Crowd funding, underground, backyard development, would you buy in?

Discussion in 'Tech News' started by pc747, May 15, 2016.

  1. pc747

    pc747 Administrator
    Staff Member Rescue Squad

    Joined:
    Dec 23, 2009
    Messages:
    24,346
    Likes Received:
    5,346
    Trophy Points:
    1,123
    Ratings:
    +5,934
    Android is practically built on the backs of many backyard developers that many people will never know. Themes, custom keyboards, the very notification bar we see on phones now all started with an idea of custom developers. People forget that the old Motorola droid had this ugly notification bar, bland settings screen, standard app drawer, and was basically vanilla (ugly) Android. But a few people came along and found a way to tweak this and then to turn the bland droid into something that looked and felt better. They would then share that with others by copying what they built and allowing people to install it on their phones in the form of a zip file. That very thing is what drove the excitement of Android at a time when Apple clearly had the better software/hardware combination.

    Over the years we have seen both Google and phone manufacturers copy similar ideas while locking people out of the ability to modify the software in the way that brought life into the very nature of Android. Ironically over the years Android has continued to get better to a point where the number of people that root and ROM are diminishing as fast as it has become popular.

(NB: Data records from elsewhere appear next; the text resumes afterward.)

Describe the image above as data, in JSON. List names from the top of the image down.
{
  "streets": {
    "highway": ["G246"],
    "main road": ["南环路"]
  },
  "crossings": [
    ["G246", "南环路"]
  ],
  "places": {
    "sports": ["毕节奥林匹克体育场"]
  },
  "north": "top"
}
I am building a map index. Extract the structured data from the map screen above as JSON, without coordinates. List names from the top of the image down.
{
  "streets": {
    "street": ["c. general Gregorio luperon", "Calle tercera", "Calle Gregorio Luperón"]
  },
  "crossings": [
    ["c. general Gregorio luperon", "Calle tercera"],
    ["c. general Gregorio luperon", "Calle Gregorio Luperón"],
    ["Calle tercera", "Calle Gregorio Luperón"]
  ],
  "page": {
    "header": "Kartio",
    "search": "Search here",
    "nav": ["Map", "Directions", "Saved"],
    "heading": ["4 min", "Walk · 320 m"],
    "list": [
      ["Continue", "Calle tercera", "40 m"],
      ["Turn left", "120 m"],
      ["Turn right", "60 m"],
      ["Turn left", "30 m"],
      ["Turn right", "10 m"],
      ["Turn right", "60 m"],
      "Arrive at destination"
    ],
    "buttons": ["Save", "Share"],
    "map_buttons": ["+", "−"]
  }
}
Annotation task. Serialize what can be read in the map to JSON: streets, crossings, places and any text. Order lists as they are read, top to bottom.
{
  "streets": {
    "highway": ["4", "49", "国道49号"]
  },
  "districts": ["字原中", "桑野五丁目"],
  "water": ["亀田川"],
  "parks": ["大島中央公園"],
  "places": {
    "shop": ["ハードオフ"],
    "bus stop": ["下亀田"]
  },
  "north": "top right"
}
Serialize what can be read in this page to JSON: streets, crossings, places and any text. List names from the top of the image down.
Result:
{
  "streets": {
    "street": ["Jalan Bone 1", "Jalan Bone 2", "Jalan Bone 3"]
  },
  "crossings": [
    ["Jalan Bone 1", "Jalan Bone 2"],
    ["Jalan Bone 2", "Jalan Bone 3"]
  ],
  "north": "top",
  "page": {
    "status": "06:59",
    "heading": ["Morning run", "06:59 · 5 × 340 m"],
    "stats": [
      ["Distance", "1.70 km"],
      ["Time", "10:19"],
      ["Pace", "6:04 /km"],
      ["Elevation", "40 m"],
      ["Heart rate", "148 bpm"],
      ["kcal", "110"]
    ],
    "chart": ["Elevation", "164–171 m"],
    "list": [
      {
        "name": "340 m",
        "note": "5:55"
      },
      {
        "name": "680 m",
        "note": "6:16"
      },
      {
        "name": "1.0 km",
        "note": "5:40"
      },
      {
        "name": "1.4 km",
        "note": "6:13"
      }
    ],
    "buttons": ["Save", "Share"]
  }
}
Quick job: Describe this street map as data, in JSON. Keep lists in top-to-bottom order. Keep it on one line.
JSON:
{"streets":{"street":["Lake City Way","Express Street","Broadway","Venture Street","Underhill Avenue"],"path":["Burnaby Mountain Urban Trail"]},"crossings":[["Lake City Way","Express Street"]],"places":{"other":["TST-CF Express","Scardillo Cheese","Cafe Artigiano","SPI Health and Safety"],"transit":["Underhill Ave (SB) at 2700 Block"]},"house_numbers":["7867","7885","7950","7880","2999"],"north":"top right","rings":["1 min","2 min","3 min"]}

    I use this example to point out a similar trend that can be seen in other areas. In the tech world we continue to see ideas pop up only to see it either killed off or incorporated into another company's (normally a large company) feature to which that company is credited with creating.

    When it come to crowd funding ideas, small and open developments, and the unknown engineer they are what spurn innovations into becoming masterpieces. And in this economy the idea of the next big thing provides some of the motivation to make a change, that in the fact no one else is going to solve their problem. But do we shun these people?

    If a developer was to charge a yearly fee for them to maintain their app will we look at that developer any different than we do a company like Netflix and Hulu ego charge a monthly fee?

    Are we least likely to look at a device on a crowd funding site than what is offered through a manufacturer?

    I answer both of those with yes. The cream rises to the top. If your idea is good enough and the developer truly continue to provide a service then people will gladly support them. Pebble, Rovio, these are examples of the cream rising to the top. At times we may not think of it as fair but it is. If the product you create serves a need and the developer continues to serve the customer then people will keep coming back. If an app developer makes something that is hands down better than what the competition offers and they continue keeping it better than the alternative then people with that need will gladly pay. But for a developer to demand money for a product that is not better than the alternative will leave the developer disappointed.

    There are many people with ideas, but those that continue to be able to turn those ideas into motion and continue to develop those ideas may find there ideas successful and able to support them financially to continue developing their ideas. Because people want the idea to continue they are willing to pay to see it continue.

    So my question, what would it take for you to continue to pay and recommend others to pay for an app, device, idea?